KUALA LUMPUR: The Socio-Economic Research Centre (SERC) expects a leaner and meaner but supportive Budget 2019.
The think tank's executive director Lee Heng Guie told reporters at a media briefing that the percentage of growth of both operating and development expenditures could be reduced.
Besides emoluments, debt services and pension which are fixed components of the opex, the government might be weighing on areas where it can cut its spending or rationalise expenditure.
On development expenditure, Lee said the mid-term review of the 11th Malaysia Plan could provide a guidance on how this will materialise in the Budget.
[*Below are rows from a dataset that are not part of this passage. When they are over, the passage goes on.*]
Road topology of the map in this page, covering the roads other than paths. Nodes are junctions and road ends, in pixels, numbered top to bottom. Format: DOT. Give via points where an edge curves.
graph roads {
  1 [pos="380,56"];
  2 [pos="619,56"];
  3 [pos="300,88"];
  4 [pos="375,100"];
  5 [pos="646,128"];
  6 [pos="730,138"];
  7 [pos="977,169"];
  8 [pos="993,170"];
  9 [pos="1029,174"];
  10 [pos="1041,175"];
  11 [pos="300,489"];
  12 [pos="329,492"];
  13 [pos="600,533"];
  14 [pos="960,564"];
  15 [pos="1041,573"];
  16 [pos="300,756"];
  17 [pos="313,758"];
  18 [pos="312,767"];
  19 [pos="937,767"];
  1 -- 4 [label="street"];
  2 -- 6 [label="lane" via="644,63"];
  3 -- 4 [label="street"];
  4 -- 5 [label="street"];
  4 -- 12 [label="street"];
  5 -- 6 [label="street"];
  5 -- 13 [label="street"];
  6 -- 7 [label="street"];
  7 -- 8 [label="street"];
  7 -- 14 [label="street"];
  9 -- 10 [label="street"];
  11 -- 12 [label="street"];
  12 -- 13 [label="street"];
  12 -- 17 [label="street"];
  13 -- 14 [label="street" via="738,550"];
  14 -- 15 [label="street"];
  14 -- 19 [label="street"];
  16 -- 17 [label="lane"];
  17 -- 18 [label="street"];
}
Necessary yet unpopular fiscal restoration measures and new taxes could also help plug the large financing gap in the budget.
The focus of this upcoming budget according to Lee is likely be on rationalising fuel subsidies and cost saving in terms of procurement while cost of living aid is likely to reviewed to make it conditional.
Lee added that corporate tax and individual income tax is unlikely to be raised.
He noted that new form of taxes such as soda tax, inheritance tax, capital gain tax on share transaction and e-hailing or e-commerce/ digits business tax are some taxes the government could take into consideration.
SERC's proposed measures and initiatives for Budget 2019 to ease cost of living includes tax relief on rental, discount on food card at eateries, reintroducing RM100 monthly pass for unlimited LRT and bus rides, incentivising rent-to-own scheme and strict price surveillance and enforcement.
It has also proposed for an independent panel to be set up to review cost of doing business, streamlining regulatory practices and compliance cost.
The Budget 2019 to be tabled on November 2, will be the first by the Pakatan Harapan government.